→ AIM OF THE TASK: Would you please restate the data exactly as it stands, apart from the pictures?
*** INPUT MATERIAL ***
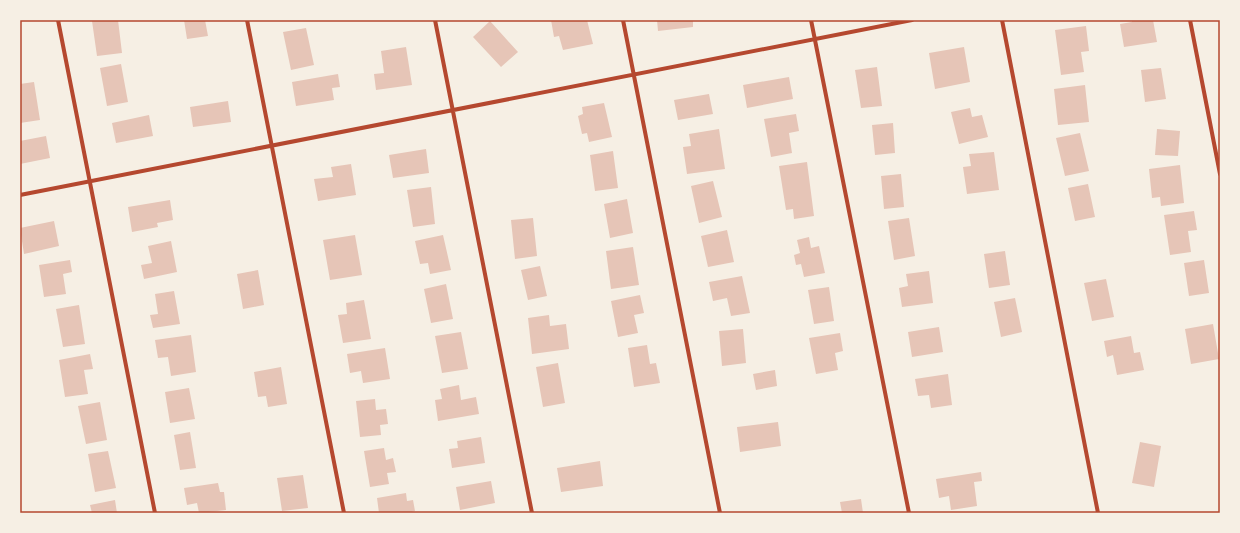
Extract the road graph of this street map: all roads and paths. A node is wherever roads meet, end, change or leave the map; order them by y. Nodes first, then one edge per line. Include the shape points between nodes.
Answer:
1 (58, 20) edge
2 (247, 20) edge
3 (435, 20) edge
4 (623, 20) edge
5 (811, 20) edge
6 (912, 20) edge
7 (1002, 20) edge
8 (1190, 20) edge
9 (815, 39) junction
10 (634, 74) junction
11 (453, 110) junction
12 (271, 146) junction
13 (1220, 174) edge
14 (89, 181) junction
15 (20, 195) edge
16 (154, 513) edge
17 (344, 513) edge
18 (532, 513) edge
19 (720, 513) edge
20 (908, 513) edge
21 (1098, 513) edge

1 - 14 street
2 - 12 street
3 - 11 street
4 - 10 street
5 - 9 street
6 - 9 street
7 - 21 street
8 - 13 street
9 - 10 street
9 - 20 street
10 - 11 street
10 - 19 street
11 - 12 street
11 - 18 street
12 - 14 street
12 - 17 street
14 - 15 street
14 - 16 street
***
→ ANSWER TO THIS EXERCISE:
Extract the road graph of this street map: all roads and paths. A node is wherever roads meet, end, change or leave the map; order them by y. Nodes first, then one edge per line. Include the shape points between nodes.
Answer:
1 (58, 20) edge
2 (247, 20) edge
3 (435, 20) edge
4 (623, 20) edge
5 (811, 20) edge
6 (912, 20) edge
7 (1002, 20) edge
8 (1190, 20) edge
9 (815, 39) junction
10 (634, 74) junction
11 (453, 110) junction
12 (271, 146) junction
13 (1220, 174) edge
14 (89, 181) junction
15 (20, 195) edge
16 (154, 513) edge
17 (344, 513) edge
18 (532, 513) edge
19 (720, 513) edge
20 (908, 513) edge
21 (1098, 513) edge

1 - 14 street
2 - 12 street
3 - 11 street
4 - 10 street
5 - 9 street
6 - 9 street
7 - 21 street
8 - 13 street
9 - 10 street
9 - 20 street
10 - 11 street
10 - 19 street
11 - 12 street
11 - 18 street
12 - 14 street
12 - 17 street
14 - 15 street
14 - 16 street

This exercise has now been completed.